## What the task asks
In the entries that follow, how many lines contain "paths"? Please reply with only the number.

## Data for this task

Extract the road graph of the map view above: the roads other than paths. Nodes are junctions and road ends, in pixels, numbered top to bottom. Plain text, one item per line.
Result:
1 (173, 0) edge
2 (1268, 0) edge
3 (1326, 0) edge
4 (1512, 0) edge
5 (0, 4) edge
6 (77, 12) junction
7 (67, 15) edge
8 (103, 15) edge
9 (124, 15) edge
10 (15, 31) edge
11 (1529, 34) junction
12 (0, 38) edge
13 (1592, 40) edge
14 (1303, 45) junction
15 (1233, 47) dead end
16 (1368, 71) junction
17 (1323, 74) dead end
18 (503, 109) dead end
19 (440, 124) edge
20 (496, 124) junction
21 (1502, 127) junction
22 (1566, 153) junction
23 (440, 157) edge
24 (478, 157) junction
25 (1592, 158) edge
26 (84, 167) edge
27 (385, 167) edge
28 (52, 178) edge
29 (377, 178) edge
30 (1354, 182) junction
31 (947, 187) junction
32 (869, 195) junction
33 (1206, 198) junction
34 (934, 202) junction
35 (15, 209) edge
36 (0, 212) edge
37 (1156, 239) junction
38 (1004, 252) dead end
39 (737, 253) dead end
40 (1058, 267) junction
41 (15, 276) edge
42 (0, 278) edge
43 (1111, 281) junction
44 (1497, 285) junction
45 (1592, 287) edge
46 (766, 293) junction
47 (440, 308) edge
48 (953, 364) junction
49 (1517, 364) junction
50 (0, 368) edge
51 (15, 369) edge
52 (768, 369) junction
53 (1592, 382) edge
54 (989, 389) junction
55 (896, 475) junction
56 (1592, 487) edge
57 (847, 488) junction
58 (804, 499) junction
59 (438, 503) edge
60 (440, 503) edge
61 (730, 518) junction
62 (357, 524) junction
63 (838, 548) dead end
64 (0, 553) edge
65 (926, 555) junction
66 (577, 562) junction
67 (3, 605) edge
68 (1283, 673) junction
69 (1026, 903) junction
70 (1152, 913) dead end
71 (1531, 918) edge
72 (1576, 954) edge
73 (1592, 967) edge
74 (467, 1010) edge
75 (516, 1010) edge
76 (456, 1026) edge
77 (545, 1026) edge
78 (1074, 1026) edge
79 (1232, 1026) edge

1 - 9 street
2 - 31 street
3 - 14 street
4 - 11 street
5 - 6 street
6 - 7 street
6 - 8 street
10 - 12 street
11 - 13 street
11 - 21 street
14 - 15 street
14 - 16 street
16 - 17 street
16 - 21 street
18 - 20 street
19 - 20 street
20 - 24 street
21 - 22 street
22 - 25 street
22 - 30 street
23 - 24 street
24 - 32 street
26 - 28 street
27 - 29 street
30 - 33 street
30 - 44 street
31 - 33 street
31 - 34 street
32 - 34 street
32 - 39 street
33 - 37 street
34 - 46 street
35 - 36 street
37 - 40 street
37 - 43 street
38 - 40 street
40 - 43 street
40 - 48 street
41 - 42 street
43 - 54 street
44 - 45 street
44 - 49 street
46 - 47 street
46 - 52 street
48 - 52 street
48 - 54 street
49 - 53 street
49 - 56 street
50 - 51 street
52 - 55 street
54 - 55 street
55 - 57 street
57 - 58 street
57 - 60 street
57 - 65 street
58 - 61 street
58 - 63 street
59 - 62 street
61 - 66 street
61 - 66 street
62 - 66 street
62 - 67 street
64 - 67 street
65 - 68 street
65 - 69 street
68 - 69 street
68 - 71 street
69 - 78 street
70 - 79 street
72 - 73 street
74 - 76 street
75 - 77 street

---

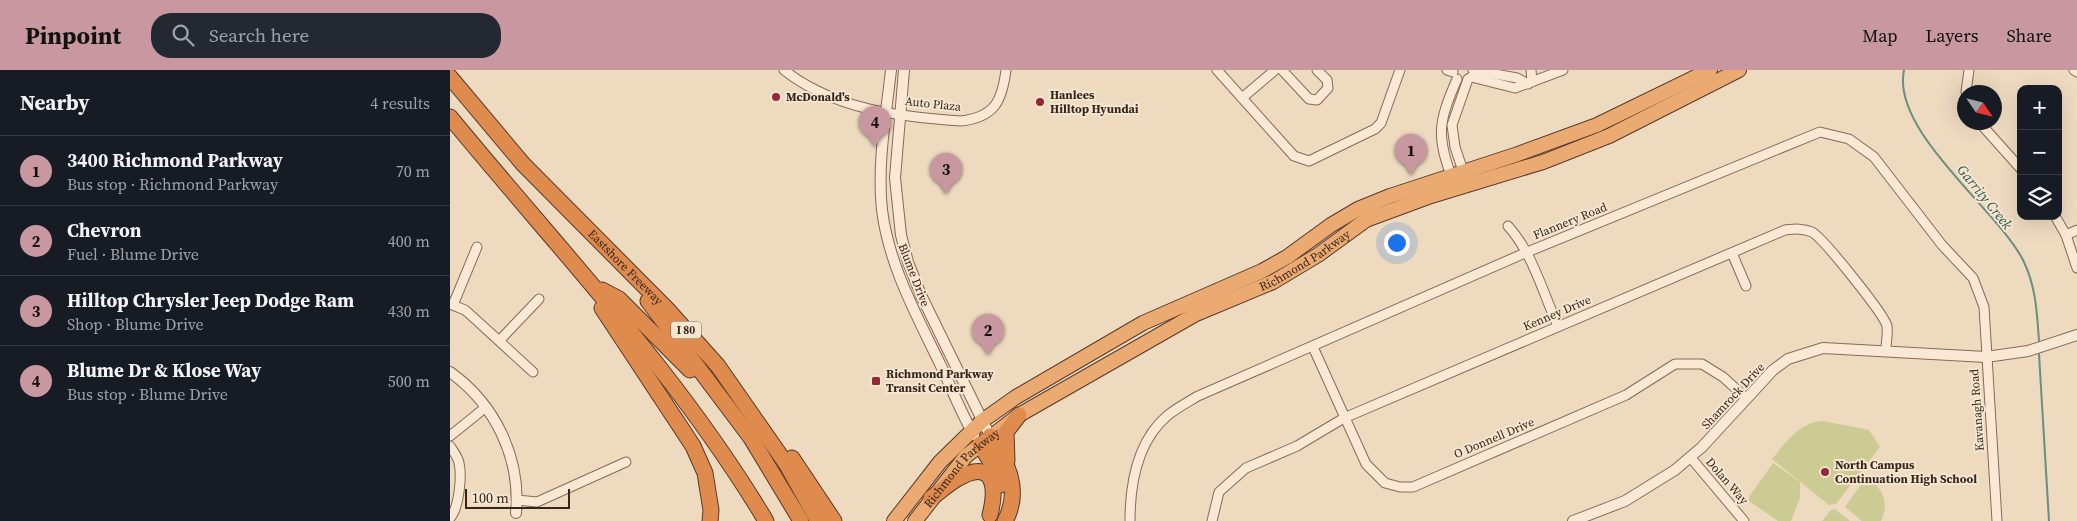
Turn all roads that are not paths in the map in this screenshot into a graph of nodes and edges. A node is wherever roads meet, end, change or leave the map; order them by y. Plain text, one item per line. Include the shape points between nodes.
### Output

## Your solution
2